■ Aim of the task ■
Would you please output the records exactly as they appear below?

#### Materials provided ####

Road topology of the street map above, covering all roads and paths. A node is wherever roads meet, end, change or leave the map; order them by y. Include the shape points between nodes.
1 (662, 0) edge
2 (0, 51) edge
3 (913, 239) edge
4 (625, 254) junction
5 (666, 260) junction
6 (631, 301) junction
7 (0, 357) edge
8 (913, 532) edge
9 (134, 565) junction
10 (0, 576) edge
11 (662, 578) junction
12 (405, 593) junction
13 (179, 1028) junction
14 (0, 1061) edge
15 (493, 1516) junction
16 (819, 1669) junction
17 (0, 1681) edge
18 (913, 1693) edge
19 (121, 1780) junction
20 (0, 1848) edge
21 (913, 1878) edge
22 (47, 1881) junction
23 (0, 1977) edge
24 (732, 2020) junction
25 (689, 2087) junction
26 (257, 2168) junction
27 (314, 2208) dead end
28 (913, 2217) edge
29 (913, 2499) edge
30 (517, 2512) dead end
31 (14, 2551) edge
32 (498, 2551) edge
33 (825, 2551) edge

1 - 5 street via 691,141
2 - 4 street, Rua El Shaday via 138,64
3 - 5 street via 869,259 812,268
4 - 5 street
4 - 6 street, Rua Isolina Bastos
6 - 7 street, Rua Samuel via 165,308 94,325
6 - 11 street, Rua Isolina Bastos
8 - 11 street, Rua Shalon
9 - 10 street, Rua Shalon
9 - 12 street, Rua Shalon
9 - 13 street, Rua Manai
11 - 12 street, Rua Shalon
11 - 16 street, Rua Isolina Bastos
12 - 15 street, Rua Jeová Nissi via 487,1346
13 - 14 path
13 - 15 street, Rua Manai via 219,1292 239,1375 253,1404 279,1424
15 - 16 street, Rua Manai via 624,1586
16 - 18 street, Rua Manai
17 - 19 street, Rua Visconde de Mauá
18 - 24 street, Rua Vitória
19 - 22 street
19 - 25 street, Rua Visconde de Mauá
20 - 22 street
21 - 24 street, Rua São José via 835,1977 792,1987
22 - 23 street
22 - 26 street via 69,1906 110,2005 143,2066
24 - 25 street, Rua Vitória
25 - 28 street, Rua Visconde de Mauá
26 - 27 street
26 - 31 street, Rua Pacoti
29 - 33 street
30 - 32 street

####

■ Output of the exercise ■
Road topology of the street map above, covering all roads and paths. A node is wherever roads meet, end, change or leave the map; order them by y. Include the shape points between nodes.
1 (662, 0) edge
2 (0, 51) edge
3 (913, 239) edge
4 (625, 254) junction
5 (666, 260) junction
6 (631, 301) junction
7 (0, 357) edge
8 (913, 532) edge
9 (134, 565) junction
10 (0, 576) edge
11 (662, 578) junction
12 (405, 593) junction
13 (179, 1028) junction
14 (0, 1061) edge
15 (493, 1516) junction
16 (819, 1669) junction
17 (0, 1681) edge
18 (913, 1693) edge
19 (121, 1780) junction
20 (0, 1848) edge
21 (913, 1878) edge
22 (47, 1881) junction
23 (0, 1977) edge
24 (732, 2020) junction
25 (689, 2087) junction
26 (257, 2168) junction
27 (314, 2208) dead end
28 (913, 2217) edge
29 (913, 2499) edge
30 (517, 2512) dead end
31 (14, 2551) edge
32 (498, 2551) edge
33 (825, 2551) edge

1 - 5 street via 691,141
2 - 4 street, Rua El Shaday via 138,64
3 - 5 street via 869,259 812,268
4 - 5 street
4 - 6 street, Rua Isolina Bastos
6 - 7 street, Rua Samuel via 165,308 94,325
6 - 11 street, Rua Isolina Bastos
8 - 11 street, Rua Shalon
9 - 10 street, Rua Shalon
9 - 12 street, Rua Shalon
9 - 13 street, Rua Manai
11 - 12 street, Rua Shalon
11 - 16 street, Rua Isolina Bastos
12 - 15 street, Rua Jeová Nissi via 487,1346
13 - 14 path
13 - 15 street, Rua Manai via 219,1292 239,1375 253,1404 279,1424
15 - 16 street, Rua Manai via 624,1586
16 - 18 street, Rua Manai
17 - 19 street, Rua Visconde de Mauá
18 - 24 street, Rua Vitória
19 - 22 street
19 - 25 street, Rua Visconde de Mauá
20 - 22 street
21 - 24 street, Rua São José via 835,1977 792,1987
22 - 23 street
22 - 26 street via 69,1906 110,2005 143,2066
24 - 25 street, Rua Vitória
25 - 28 street, Rua Visconde de Mauá
26 - 27 street
26 - 31 street, Rua Pacoti
29 - 33 street
30 - 32 street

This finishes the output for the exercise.